Retype each record exactly; no pictures.
::::::::
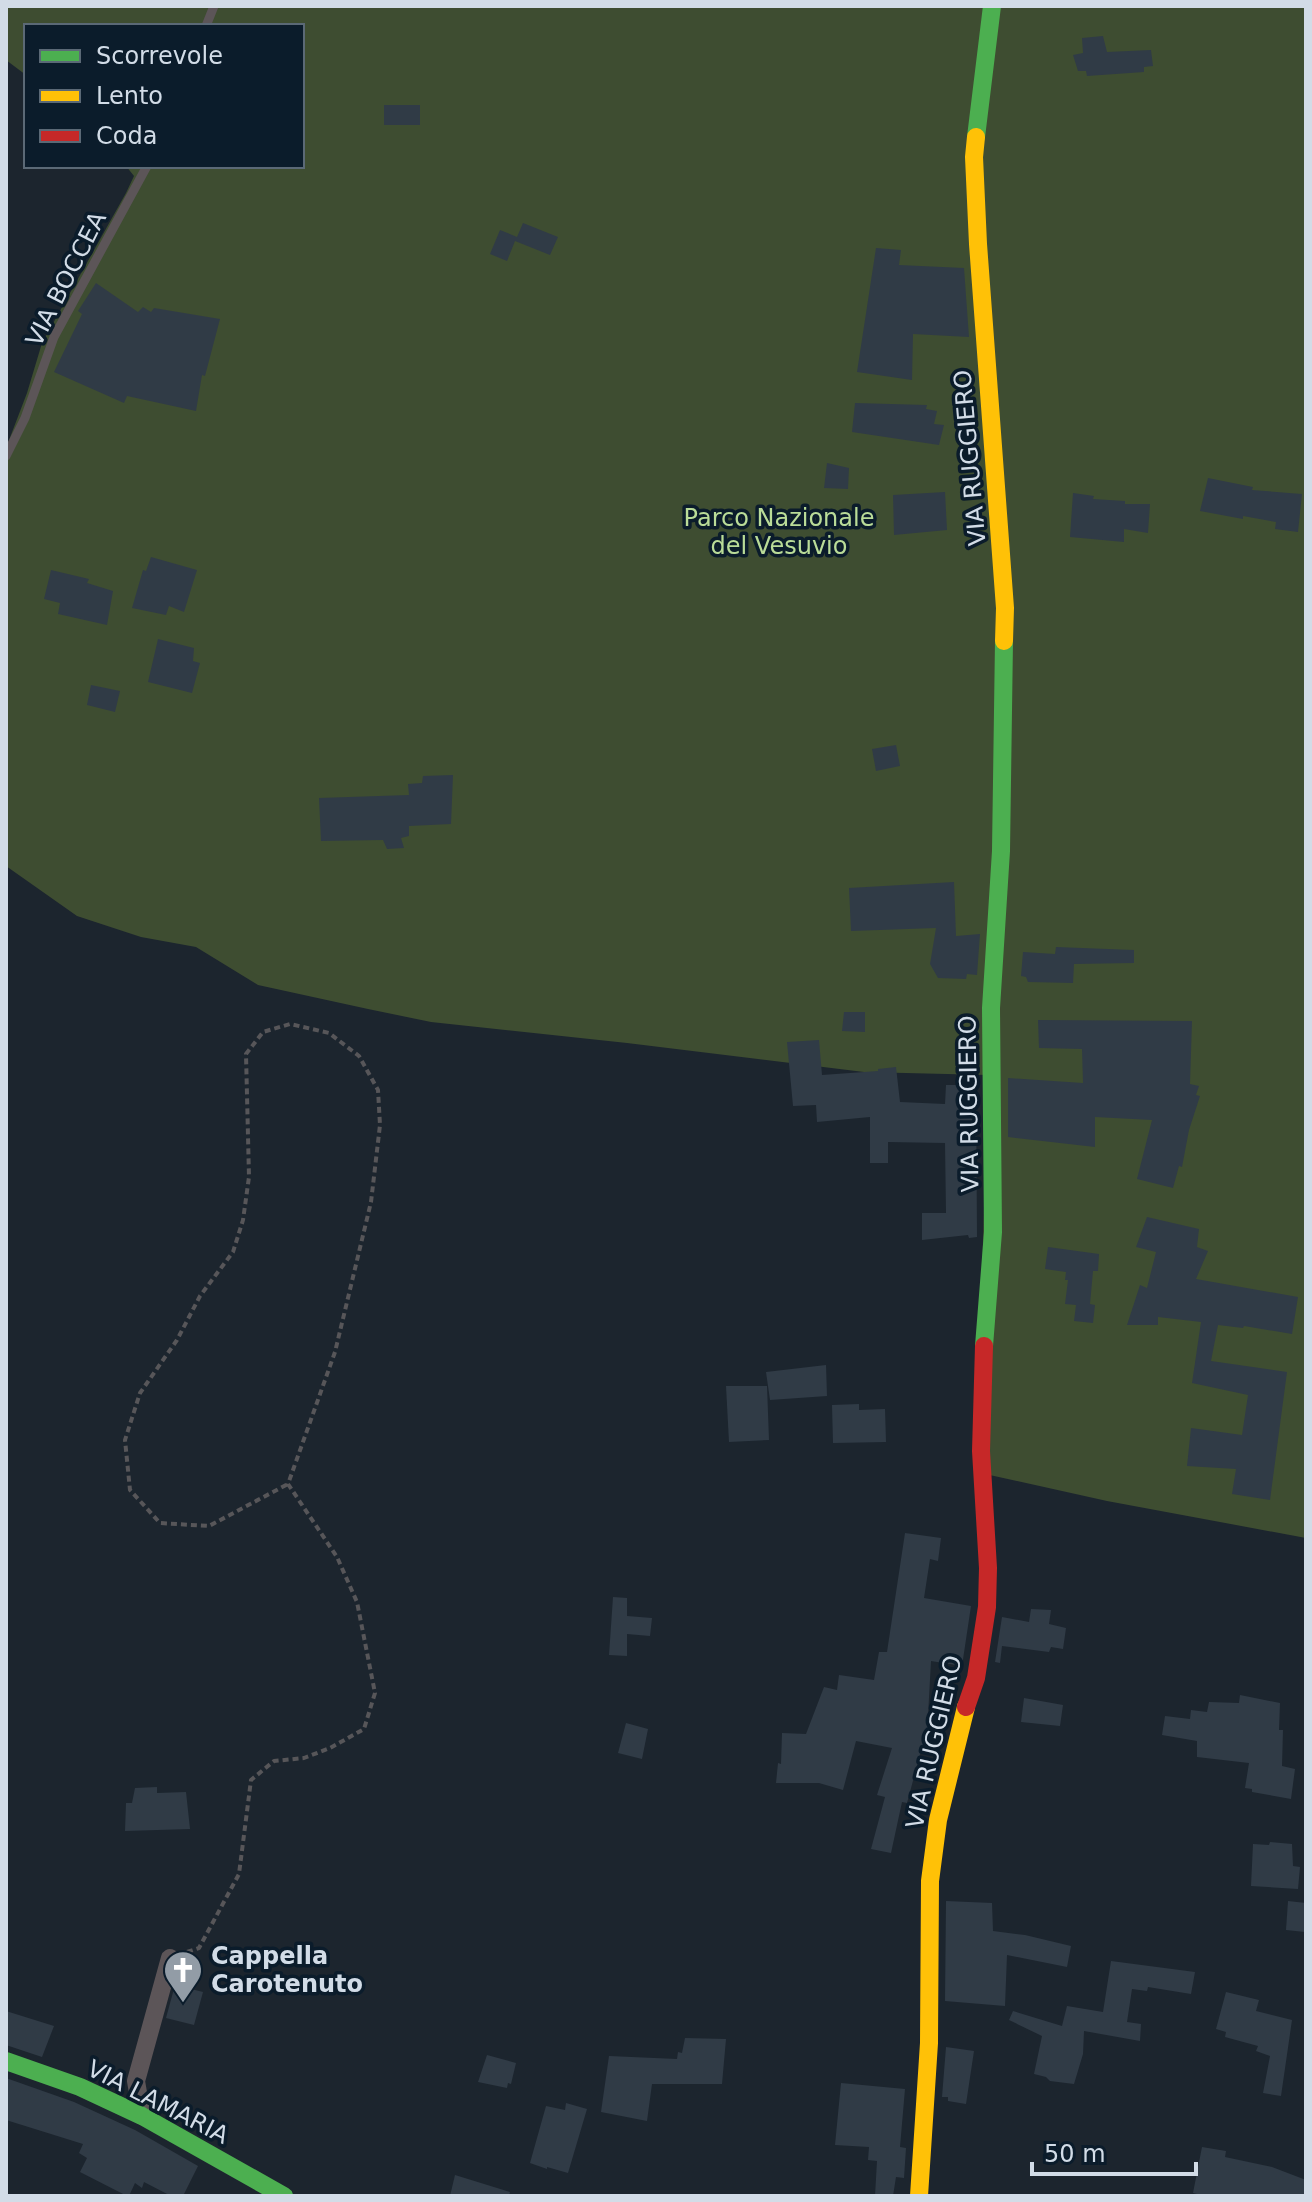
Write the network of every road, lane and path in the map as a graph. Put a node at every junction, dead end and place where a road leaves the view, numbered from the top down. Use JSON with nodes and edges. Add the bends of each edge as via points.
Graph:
{"nodes":[{"id":1,"x":992,"y":6,"type":"edge"},
{"id":2,"x":146,"y":168,"type":"edge"},
{"id":3,"x":6,"y":456,"type":"edge"},
{"id":4,"x":288,"y":1484,"type":"junction"},
{"id":5,"x":170,"y":1958,"type":"joint"},
{"id":6,"x":6,"y":2061,"type":"edge"},
{"id":7,"x":142,"y":2116,"type":"junction"},
{"id":8,"x":284,"y":2196,"type":"edge"},
{"id":9,"x":919,"y":2196,"type":"edge"}],
"edges":[{"from":1,"to":9,"type":"street","name":"VIA RUGGIERO","via":[[974,157],[1005,608],[1001,851],[991,1008],[993,1219],[981,1451],[987,1607],[976,1678],[938,1820],[930,1881],[929,2043]]},
{"from":2,"to":3,"type":"lane","name":"VIA BOCCEA","via":[[54,337]]},
{"from":4,"to":4,"type":"path","via":[[335,1352],[371,1202],[380,1125],[378,1090],[359,1056],[329,1033],[290,1024],[263,1032],[246,1054],[249,1177],[233,1252],[140,1393],[125,1440],[130,1490],[160,1523],[209,1526]]},
{"from":4,"to":5,"type":"path","via":[[337,1557],[357,1602],[375,1693],[364,1729],[304,1758],[274,1761],[251,1780],[239,1874],[199,1948]]},
{"from":5,"to":7,"type":"street","via":[[136,2081]]},
{"from":6,"to":7,"type":"street","name":"VIA LAMARIA"},
{"from":7,"to":8,"type":"street","name":"VIA LAMARIA"}]}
::::::::
◆ Solution to the problem ◆
Write the network of every road, lane and path in the map as a graph. Put a node at every junction, dead end and place where a road leaves the view, numbered from the top down. Use JSON with nodes and edges. Add the bends of each edge as via points.
Graph:
{"nodes":[{"id":1,"x":992,"y":6,"type":"edge"},
{"id":2,"x":146,"y":168,"type":"edge"},
{"id":3,"x":6,"y":456,"type":"edge"},
{"id":4,"x":288,"y":1484,"type":"junction"},
{"id":5,"x":170,"y":1958,"type":"joint"},
{"id":6,"x":6,"y":2061,"type":"edge"},
{"id":7,"x":142,"y":2116,"type":"junction"},
{"id":8,"x":284,"y":2196,"type":"edge"},
{"id":9,"x":919,"y":2196,"type":"edge"}],
"edges":[{"from":1,"to":9,"type":"street","name":"VIA RUGGIERO","via":[[974,157],[1005,608],[1001,851],[991,1008],[993,1219],[981,1451],[987,1607],[976,1678],[938,1820],[930,1881],[929,2043]]},
{"from":2,"to":3,"type":"lane","name":"VIA BOCCEA","via":[[54,337]]},
{"from":4,"to":4,"type":"path","via":[[335,1352],[371,1202],[380,1125],[378,1090],[359,1056],[329,1033],[290,1024],[263,1032],[246,1054],[249,1177],[233,1252],[140,1393],[125,1440],[130,1490],[160,1523],[209,1526]]},
{"from":4,"to":5,"type":"path","via":[[337,1557],[357,1602],[375,1693],[364,1729],[304,1758],[274,1761],[251,1780],[239,1874],[199,1948]]},
{"from":5,"to":7,"type":"street","via":[[136,2081]]},
{"from":6,"to":7,"type":"street","name":"VIA LAMARIA"},
{"from":7,"to":8,"type":"street","name":"VIA LAMARIA"}]}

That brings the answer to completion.